Risk-Adjusted Performance

18 of 100

 
Weak
 
Strong
Solid
Compared to the overall equity markets, risk-adjusted returns on investments in Kaltura are ranked lower than 18 (%) of all global equities and portfolios over the last 90 days. Even with relatively unsteady basic indicators, Kaltura reported solid returns over the last few months and may actually be approaching a breakup point.

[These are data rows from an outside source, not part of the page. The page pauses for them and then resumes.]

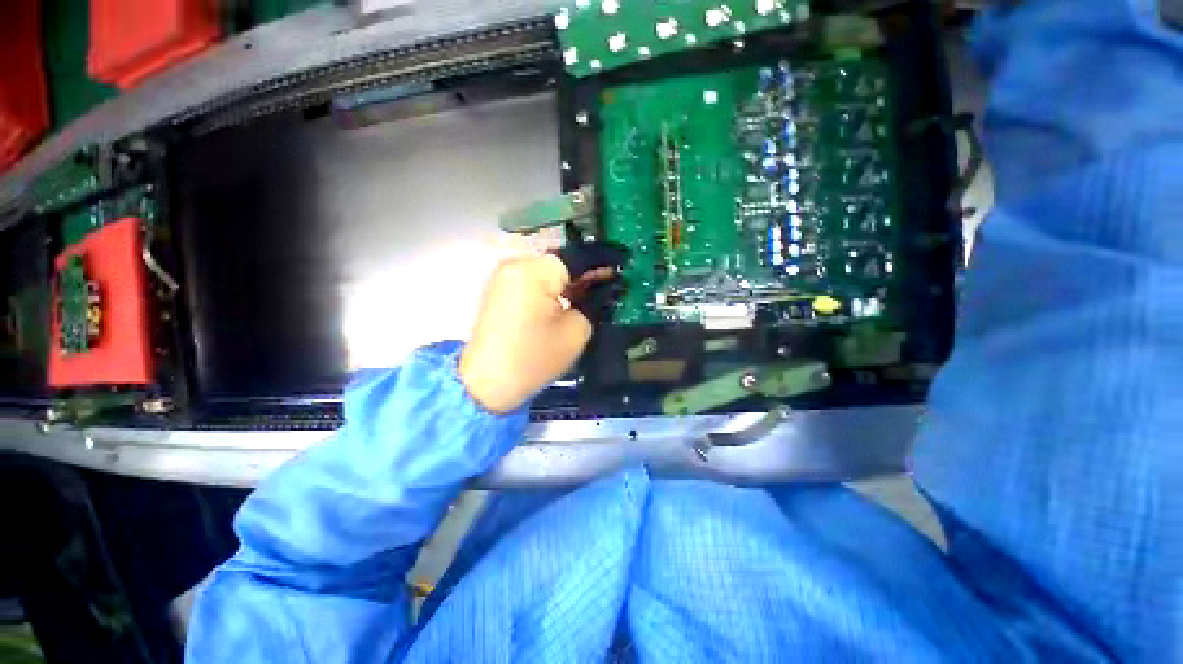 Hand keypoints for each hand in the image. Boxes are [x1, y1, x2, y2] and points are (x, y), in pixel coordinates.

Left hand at [459, 242, 625, 413]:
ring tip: (594, 292)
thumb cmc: (534, 359)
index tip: (623, 263)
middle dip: (586, 273)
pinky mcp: (501, 290)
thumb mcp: (575, 332)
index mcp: (534, 271)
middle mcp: (516, 265)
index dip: (603, 261)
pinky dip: (553, 288)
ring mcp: (505, 277)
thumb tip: (605, 287)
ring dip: (570, 281)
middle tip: (611, 283)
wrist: (487, 384)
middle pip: (561, 262)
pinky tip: (569, 299)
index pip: (577, 257)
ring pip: (547, 272)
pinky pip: (534, 281)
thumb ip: (594, 303) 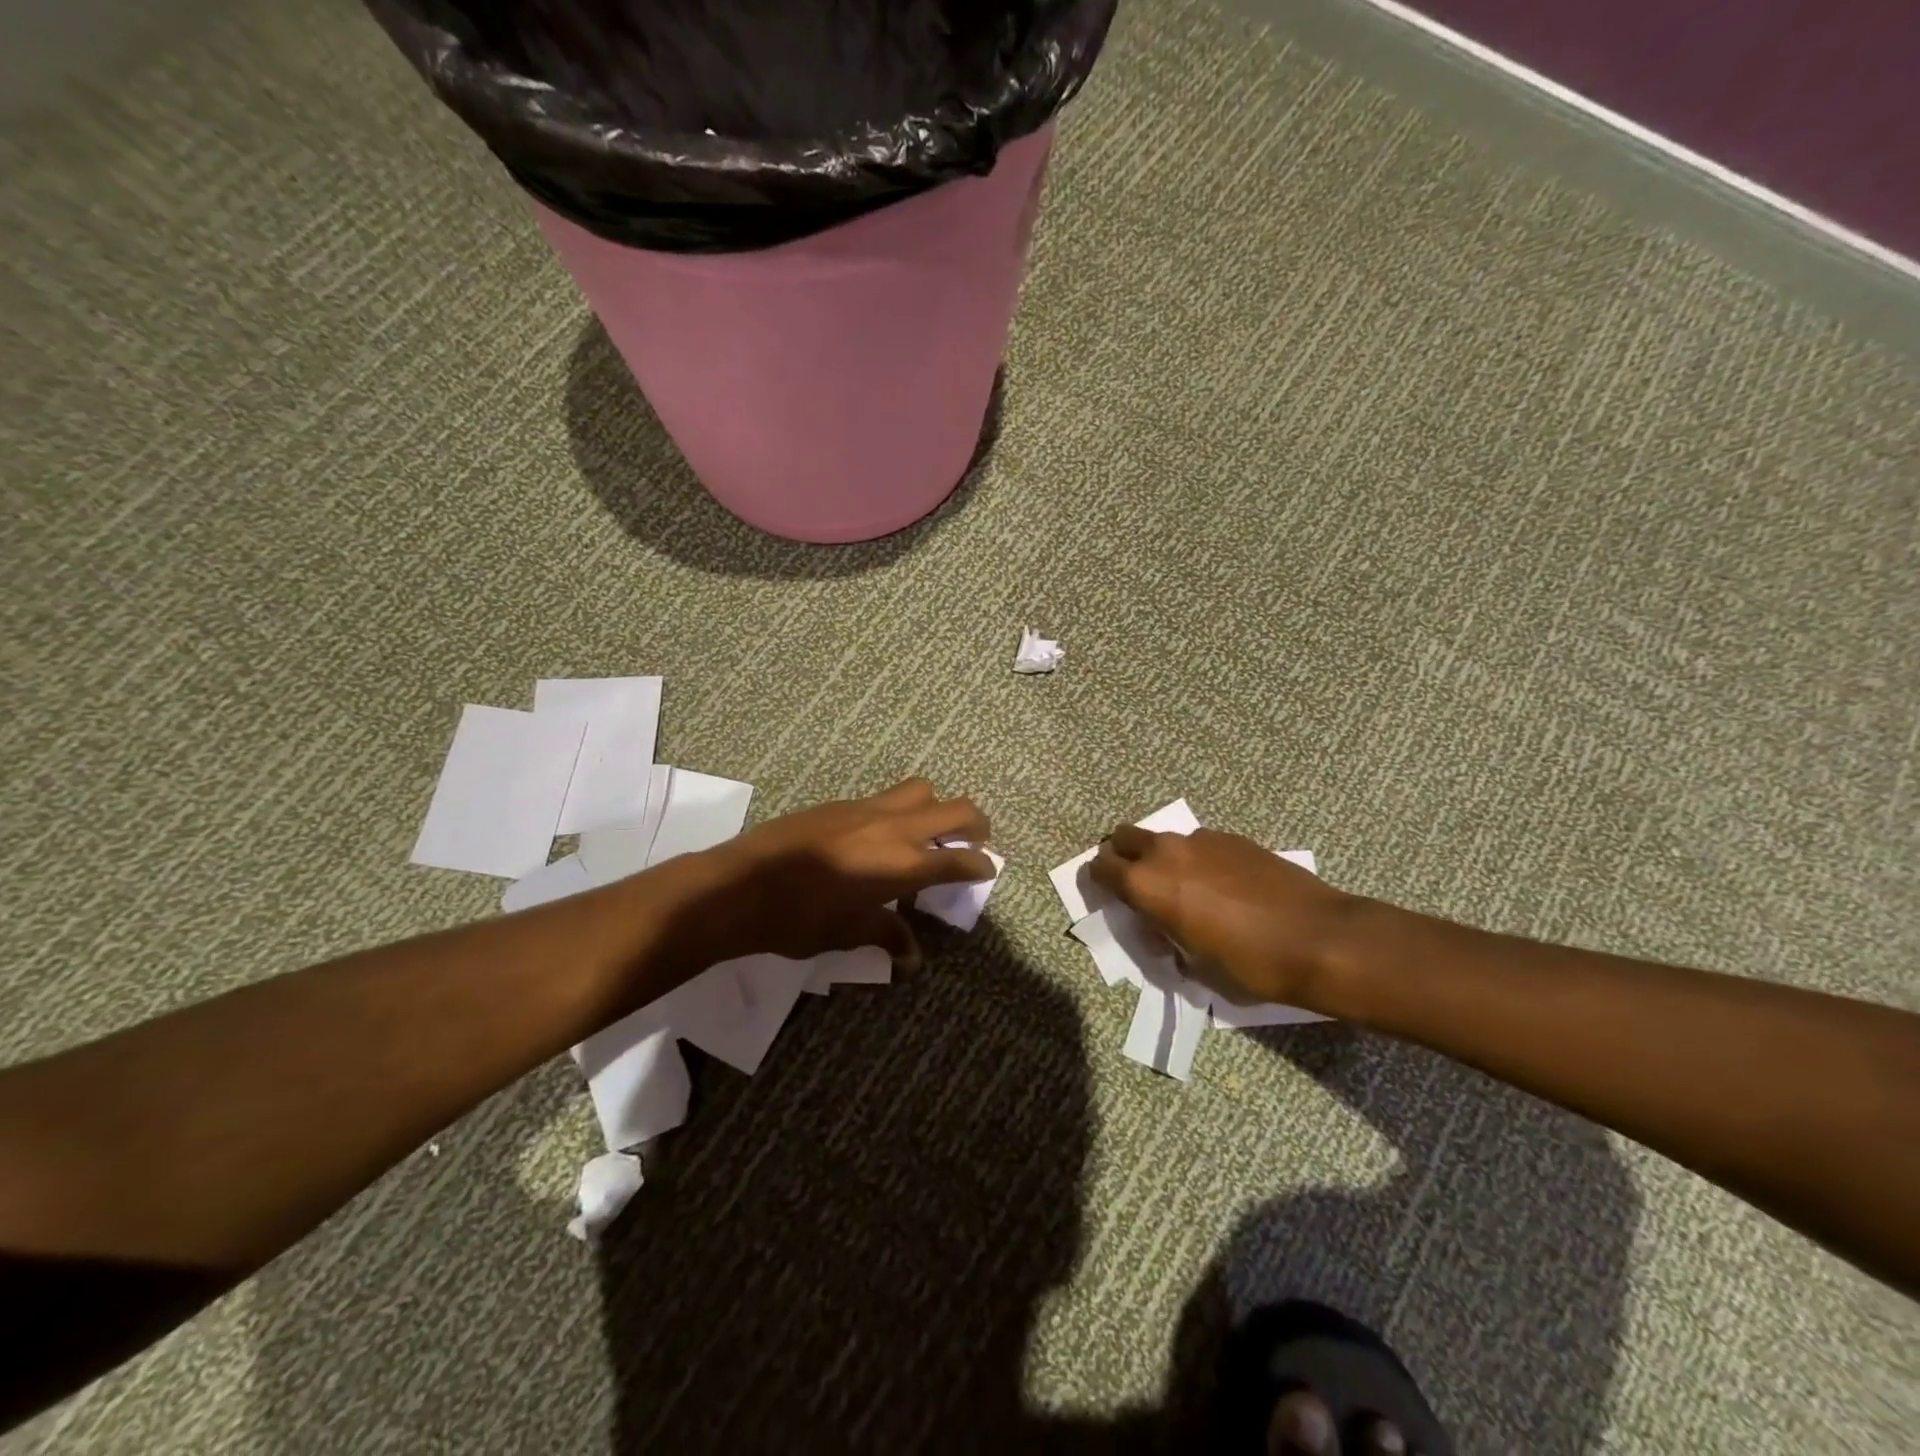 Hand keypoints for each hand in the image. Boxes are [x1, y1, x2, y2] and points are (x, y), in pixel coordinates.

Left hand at [688, 778, 994, 967]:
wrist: (742, 885)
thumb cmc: (799, 919)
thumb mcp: (848, 934)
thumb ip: (886, 936)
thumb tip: (912, 958)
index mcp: (902, 865)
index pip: (959, 858)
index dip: (980, 864)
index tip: (987, 869)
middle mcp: (894, 828)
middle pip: (955, 808)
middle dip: (975, 823)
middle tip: (976, 841)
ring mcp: (866, 808)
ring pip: (921, 790)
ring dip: (936, 807)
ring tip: (929, 832)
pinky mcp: (841, 803)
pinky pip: (885, 797)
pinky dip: (899, 810)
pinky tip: (880, 836)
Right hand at [1089, 826, 1360, 1008]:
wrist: (1319, 939)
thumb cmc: (1249, 964)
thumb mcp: (1195, 967)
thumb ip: (1166, 941)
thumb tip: (1163, 930)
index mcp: (1146, 885)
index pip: (1100, 867)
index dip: (1099, 881)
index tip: (1110, 898)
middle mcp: (1166, 852)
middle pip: (1124, 838)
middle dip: (1123, 857)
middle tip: (1139, 887)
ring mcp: (1202, 840)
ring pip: (1165, 840)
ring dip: (1163, 859)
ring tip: (1188, 892)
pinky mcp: (1234, 839)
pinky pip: (1200, 844)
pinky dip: (1198, 860)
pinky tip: (1223, 888) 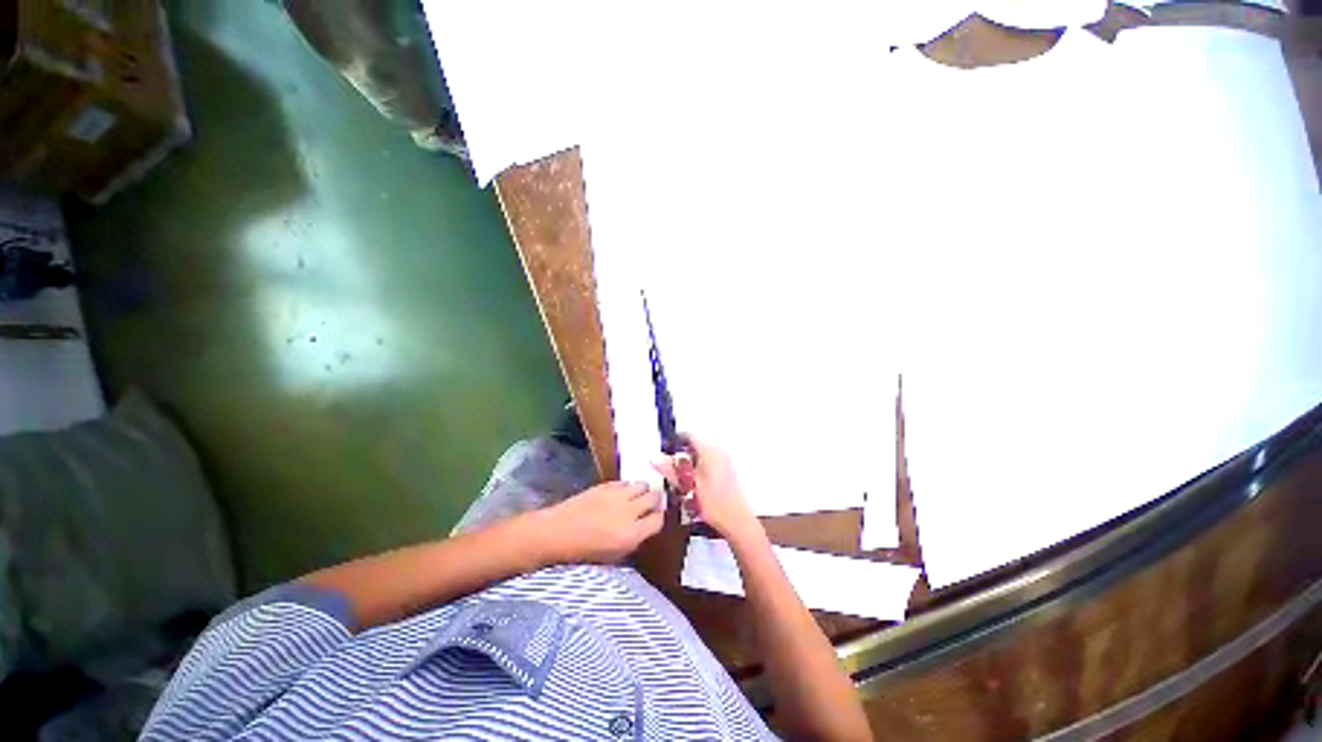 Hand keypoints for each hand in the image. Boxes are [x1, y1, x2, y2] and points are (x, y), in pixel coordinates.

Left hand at [531, 481, 664, 564]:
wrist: (557, 533)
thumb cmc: (583, 552)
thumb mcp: (613, 556)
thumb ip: (633, 540)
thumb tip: (644, 528)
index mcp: (632, 534)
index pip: (658, 520)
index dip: (659, 518)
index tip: (656, 518)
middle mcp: (629, 512)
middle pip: (654, 498)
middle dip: (655, 501)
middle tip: (651, 504)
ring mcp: (618, 495)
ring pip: (642, 485)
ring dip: (642, 491)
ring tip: (638, 496)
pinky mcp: (606, 485)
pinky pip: (625, 482)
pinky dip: (627, 487)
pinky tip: (622, 493)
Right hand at [655, 436, 761, 543]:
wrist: (737, 521)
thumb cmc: (715, 504)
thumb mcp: (688, 487)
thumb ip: (671, 470)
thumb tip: (656, 460)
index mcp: (710, 451)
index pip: (689, 435)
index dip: (675, 441)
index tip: (665, 450)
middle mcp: (719, 451)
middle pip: (695, 444)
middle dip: (681, 454)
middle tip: (671, 468)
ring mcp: (725, 460)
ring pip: (701, 454)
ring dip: (689, 462)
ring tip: (682, 478)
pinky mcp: (727, 469)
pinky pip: (708, 461)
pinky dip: (698, 467)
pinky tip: (694, 483) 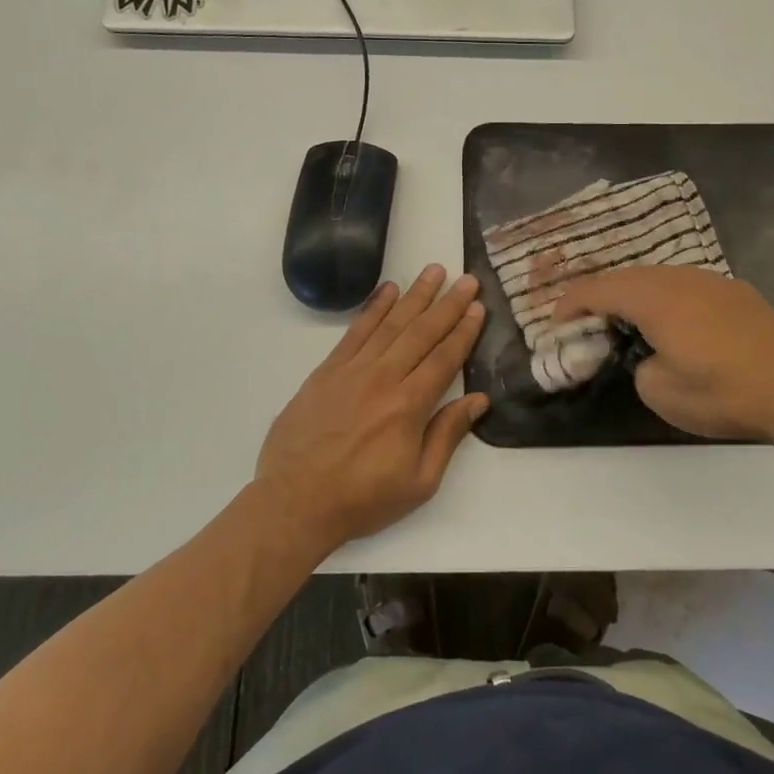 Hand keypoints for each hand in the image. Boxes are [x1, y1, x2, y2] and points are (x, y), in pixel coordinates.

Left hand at [256, 265, 489, 549]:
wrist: (295, 502)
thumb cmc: (363, 499)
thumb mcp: (419, 482)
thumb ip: (448, 435)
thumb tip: (478, 400)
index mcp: (409, 405)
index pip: (445, 358)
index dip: (464, 331)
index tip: (478, 307)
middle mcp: (384, 378)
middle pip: (422, 332)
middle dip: (448, 304)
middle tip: (467, 279)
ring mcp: (352, 370)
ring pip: (390, 324)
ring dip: (415, 295)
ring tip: (434, 271)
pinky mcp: (327, 371)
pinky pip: (355, 332)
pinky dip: (373, 309)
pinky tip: (388, 291)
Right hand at [549, 266, 773, 455]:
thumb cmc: (722, 393)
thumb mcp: (660, 392)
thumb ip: (638, 366)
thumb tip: (649, 356)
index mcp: (654, 298)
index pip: (598, 289)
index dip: (570, 304)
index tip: (555, 323)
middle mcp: (679, 278)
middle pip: (626, 276)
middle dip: (599, 295)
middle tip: (585, 321)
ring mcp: (711, 281)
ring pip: (657, 276)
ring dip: (633, 294)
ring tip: (625, 319)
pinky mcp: (735, 292)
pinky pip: (685, 285)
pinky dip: (664, 297)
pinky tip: (673, 321)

MCF Energy and Kaltura Volatility Contrast

   Predicted Return Density   
       Returns  

Pair Trading with MCF Energy and Kaltura

The main advantage of trading using opposite MCF Energy and Kaltura positions is that it hedges away some unsystematic risk. Because of two separate transactions, even if MCF Energy position performs unexpectedly, Kaltura can make up some of the losses. Pair trading also minimizes risk from directional movements in the market. For example, if an entire industry or sector drops because of unexpected headlines, the short position in Kaltura will offset losses from the drop in Kaltura's long position.
The idea behind MCF Energy and Kaltura pairs trading is to make the combined position market-neutral, meaning the overall market's direction will not affect its win or loss (or potential downside or upside). This can be achieved by designing a pairs trade with two highly correlated stocks or equities that operate in a similar space or sector, making it possible to obtain profits through simple and relatively low-risk investment.
Check out your portfolio center.
Note that this page's information should be used as a complementary analysis to find the right mix of equity instruments to add to your existing portfolios or create a brand new portfolio. You can also try the Aroon Oscillator module to analyze current equity momentum using Aroon Oscillator and other momentum ratios.